[Collected data entries]

┄┄┄┄┄┄┄┄┄┄

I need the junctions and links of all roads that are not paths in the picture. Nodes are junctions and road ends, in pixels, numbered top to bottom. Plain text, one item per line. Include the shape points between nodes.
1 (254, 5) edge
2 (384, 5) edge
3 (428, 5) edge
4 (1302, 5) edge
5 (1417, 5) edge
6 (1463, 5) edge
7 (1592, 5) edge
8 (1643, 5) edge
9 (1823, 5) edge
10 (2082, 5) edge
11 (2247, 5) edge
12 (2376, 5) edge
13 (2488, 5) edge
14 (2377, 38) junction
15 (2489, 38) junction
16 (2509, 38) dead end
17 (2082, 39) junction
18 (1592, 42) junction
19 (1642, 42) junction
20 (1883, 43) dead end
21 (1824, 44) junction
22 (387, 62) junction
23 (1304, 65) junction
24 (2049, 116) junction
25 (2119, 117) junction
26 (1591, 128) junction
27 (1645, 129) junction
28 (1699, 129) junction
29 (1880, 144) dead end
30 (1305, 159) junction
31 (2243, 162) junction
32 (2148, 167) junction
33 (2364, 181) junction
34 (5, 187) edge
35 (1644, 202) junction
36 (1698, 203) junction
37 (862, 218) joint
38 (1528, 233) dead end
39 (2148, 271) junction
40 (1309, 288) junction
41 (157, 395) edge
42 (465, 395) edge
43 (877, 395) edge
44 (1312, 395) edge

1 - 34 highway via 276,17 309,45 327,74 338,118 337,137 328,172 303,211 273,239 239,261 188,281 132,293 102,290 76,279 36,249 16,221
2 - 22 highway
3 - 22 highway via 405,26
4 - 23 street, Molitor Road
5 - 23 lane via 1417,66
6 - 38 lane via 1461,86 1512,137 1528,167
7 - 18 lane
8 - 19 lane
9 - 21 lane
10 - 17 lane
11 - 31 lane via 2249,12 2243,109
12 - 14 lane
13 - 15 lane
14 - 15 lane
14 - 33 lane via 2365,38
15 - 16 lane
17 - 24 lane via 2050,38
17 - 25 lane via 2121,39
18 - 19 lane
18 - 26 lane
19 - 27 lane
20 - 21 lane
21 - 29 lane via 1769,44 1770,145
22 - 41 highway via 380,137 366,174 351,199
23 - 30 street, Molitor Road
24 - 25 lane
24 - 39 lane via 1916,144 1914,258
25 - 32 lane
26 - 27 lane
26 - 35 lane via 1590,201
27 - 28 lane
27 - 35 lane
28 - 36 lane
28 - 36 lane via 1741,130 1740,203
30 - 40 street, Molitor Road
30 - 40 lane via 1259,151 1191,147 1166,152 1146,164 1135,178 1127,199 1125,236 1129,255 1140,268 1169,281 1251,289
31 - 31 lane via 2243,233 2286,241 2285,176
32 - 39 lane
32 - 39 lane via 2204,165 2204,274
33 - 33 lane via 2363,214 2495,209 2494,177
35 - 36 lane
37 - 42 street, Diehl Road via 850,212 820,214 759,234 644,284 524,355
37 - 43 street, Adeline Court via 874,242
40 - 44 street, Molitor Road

┄┄┄┄┄┄┄┄┄┄

**Work request:** Please return the records above exactly as they are written.

**Response:**
I need the junctions and links of all roads that are not paths in the picture. Nodes are junctions and road ends, in pixels, numbered top to bottom. Plain text, one item per line. Include the shape points between nodes.
1 (254, 5) edge
2 (384, 5) edge
3 (428, 5) edge
4 (1302, 5) edge
5 (1417, 5) edge
6 (1463, 5) edge
7 (1592, 5) edge
8 (1643, 5) edge
9 (1823, 5) edge
10 (2082, 5) edge
11 (2247, 5) edge
12 (2376, 5) edge
13 (2488, 5) edge
14 (2377, 38) junction
15 (2489, 38) junction
16 (2509, 38) dead end
17 (2082, 39) junction
18 (1592, 42) junction
19 (1642, 42) junction
20 (1883, 43) dead end
21 (1824, 44) junction
22 (387, 62) junction
23 (1304, 65) junction
24 (2049, 116) junction
25 (2119, 117) junction
26 (1591, 128) junction
27 (1645, 129) junction
28 (1699, 129) junction
29 (1880, 144) dead end
30 (1305, 159) junction
31 (2243, 162) junction
32 (2148, 167) junction
33 (2364, 181) junction
34 (5, 187) edge
35 (1644, 202) junction
36 (1698, 203) junction
37 (862, 218) joint
38 (1528, 233) dead end
39 (2148, 271) junction
40 (1309, 288) junction
41 (157, 395) edge
42 (465, 395) edge
43 (877, 395) edge
44 (1312, 395) edge

1 - 34 highway via 276,17 309,45 327,74 338,118 337,137 328,172 303,211 273,239 239,261 188,281 132,293 102,290 76,279 36,249 16,221
2 - 22 highway
3 - 22 highway via 405,26
4 - 23 street, Molitor Road
5 - 23 lane via 1417,66
6 - 38 lane via 1461,86 1512,137 1528,167
7 - 18 lane
8 - 19 lane
9 - 21 lane
10 - 17 lane
11 - 31 lane via 2249,12 2243,109
12 - 14 lane
13 - 15 lane
14 - 15 lane
14 - 33 lane via 2365,38
15 - 16 lane
17 - 24 lane via 2050,38
17 - 25 lane via 2121,39
18 - 19 lane
18 - 26 lane
19 - 27 lane
20 - 21 lane
21 - 29 lane via 1769,44 1770,145
22 - 41 highway via 380,137 366,174 351,199
23 - 30 street, Molitor Road
24 - 25 lane
24 - 39 lane via 1916,144 1914,258
25 - 32 lane
26 - 27 lane
26 - 35 lane via 1590,201
27 - 28 lane
27 - 35 lane
28 - 36 lane
28 - 36 lane via 1741,130 1740,203
30 - 40 street, Molitor Road
30 - 40 lane via 1259,151 1191,147 1166,152 1146,164 1135,178 1127,199 1125,236 1129,255 1140,268 1169,281 1251,289
31 - 31 lane via 2243,233 2286,241 2285,176
32 - 39 lane
32 - 39 lane via 2204,165 2204,274
33 - 33 lane via 2363,214 2495,209 2494,177
35 - 36 lane
37 - 42 street, Diehl Road via 850,212 820,214 759,234 644,284 524,355
37 - 43 street, Adeline Court via 874,242
40 - 44 street, Molitor Road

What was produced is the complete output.